The appellant Messrs Inam Packages, 14-Ravi Road Lahore wad thus charged wits the contravention of various provisions of law.

5. Reply to the above show-cause notice was rejected. The order-in original dated 30-7-2001 was passed against the appellant by the Additional. Collector (Adjudication) holding the charges to have been established. The appellant was directed to pay back the adjusted amount of Rs.48,335 along with additional tax. A personal penalty of Rs.10,000 was also imposed.

6. Appeal filed by the appellant there against before the learned Customs Excise &Sales Tax Appellate Tribunal was also dismissed through the impugned order dated 10-11-1998. So this further appeal.

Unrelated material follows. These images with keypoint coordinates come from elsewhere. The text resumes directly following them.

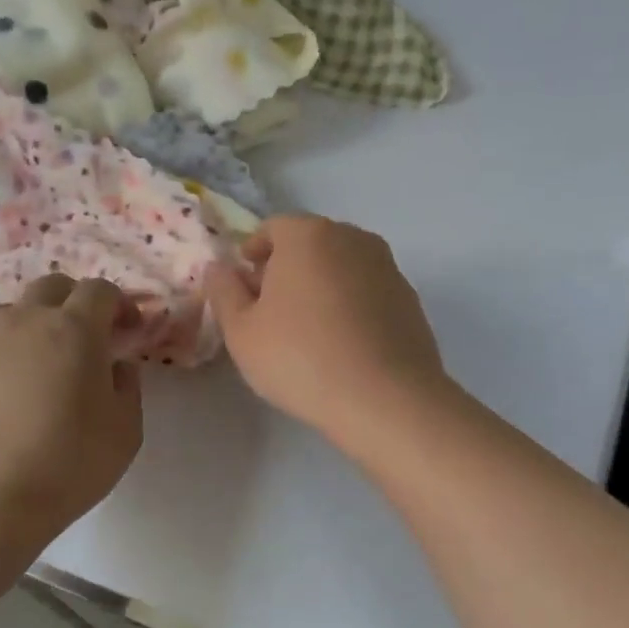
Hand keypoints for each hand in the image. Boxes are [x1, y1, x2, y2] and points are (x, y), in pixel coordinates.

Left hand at [0, 276, 143, 541]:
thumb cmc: (70, 461)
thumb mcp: (125, 429)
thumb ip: (127, 385)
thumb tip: (115, 366)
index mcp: (74, 329)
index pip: (100, 290)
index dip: (122, 305)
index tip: (132, 332)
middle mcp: (29, 324)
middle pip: (55, 286)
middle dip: (80, 301)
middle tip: (96, 337)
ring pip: (24, 313)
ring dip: (48, 325)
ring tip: (61, 368)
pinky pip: (2, 344)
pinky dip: (23, 352)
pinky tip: (31, 393)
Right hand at [204, 216, 448, 449]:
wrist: (385, 398)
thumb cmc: (300, 359)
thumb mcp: (242, 332)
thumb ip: (223, 292)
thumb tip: (218, 268)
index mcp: (308, 235)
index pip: (273, 228)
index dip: (253, 254)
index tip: (245, 287)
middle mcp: (353, 238)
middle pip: (310, 244)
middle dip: (287, 269)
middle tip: (271, 311)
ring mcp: (388, 267)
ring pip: (342, 267)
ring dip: (321, 287)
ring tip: (308, 332)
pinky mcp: (409, 299)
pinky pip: (368, 293)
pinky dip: (351, 307)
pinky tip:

7. A fundamental legal question germane to the jurisdiction of the sales tax authorities has been raised in this appeal by the appellant that the show-cause notice dated 8-6-2001 was beyond the period of limitation prescribed under section 36(2) ibid and was even otherwise beyond the scope of section 36 of the Sales Tax Act, 1990. Section 36 read as under:-

"36. Recovery of tax not levied or short-levied or erroneously refunded.---(1) Where by reason of some collusion or a deliberate act any tax or charge has not been levied or made or has been short-levied or has been erroneously refunded, the person liable to pay any amount of tax or charge or the amount of refund erroneously made shall be served with a notice, within five years of the relevant date, requiring him to show cause for payment of the amount specified in the notice:

(2) Where, by reason of any inadvertence, error or misconstruction, any tax or charge has not been levied or made or has been short-levied or has been erroneously refunded, the person liable to pay the amount of tax or charge or the amount of refund erroneously made shall be served with a notice within three years of relevant date, requiring him to show cause for payment of the amount specified in the notice:

Provided that, where a tax or charge has not been levied under this subsection, the amount of tax shall be recovered as tax fraction of the value of supply.

(3) The offer of Sales Tax empowered in this behalf shall, after considering the objection of the person served with a notice to show cause under subsection (1) or subsection (2), determine the amount of tax or charge payable by him and such person shall pay the amount so determined:

Provided that order under this section shall be made within ninety days of issuance of show-cause notice or within such extended period as the Collector may, for reasons to he recovered in writing, fix, provided that such extended period shall in no case exceed ninety days:

(4) For the purpose of this section, the expression "relevant date" means:--

(a) The time of payment of tax or charge as provided under section 6; and

(b) In a case where tax or charge has been erroneously refunded, the date of its refund. "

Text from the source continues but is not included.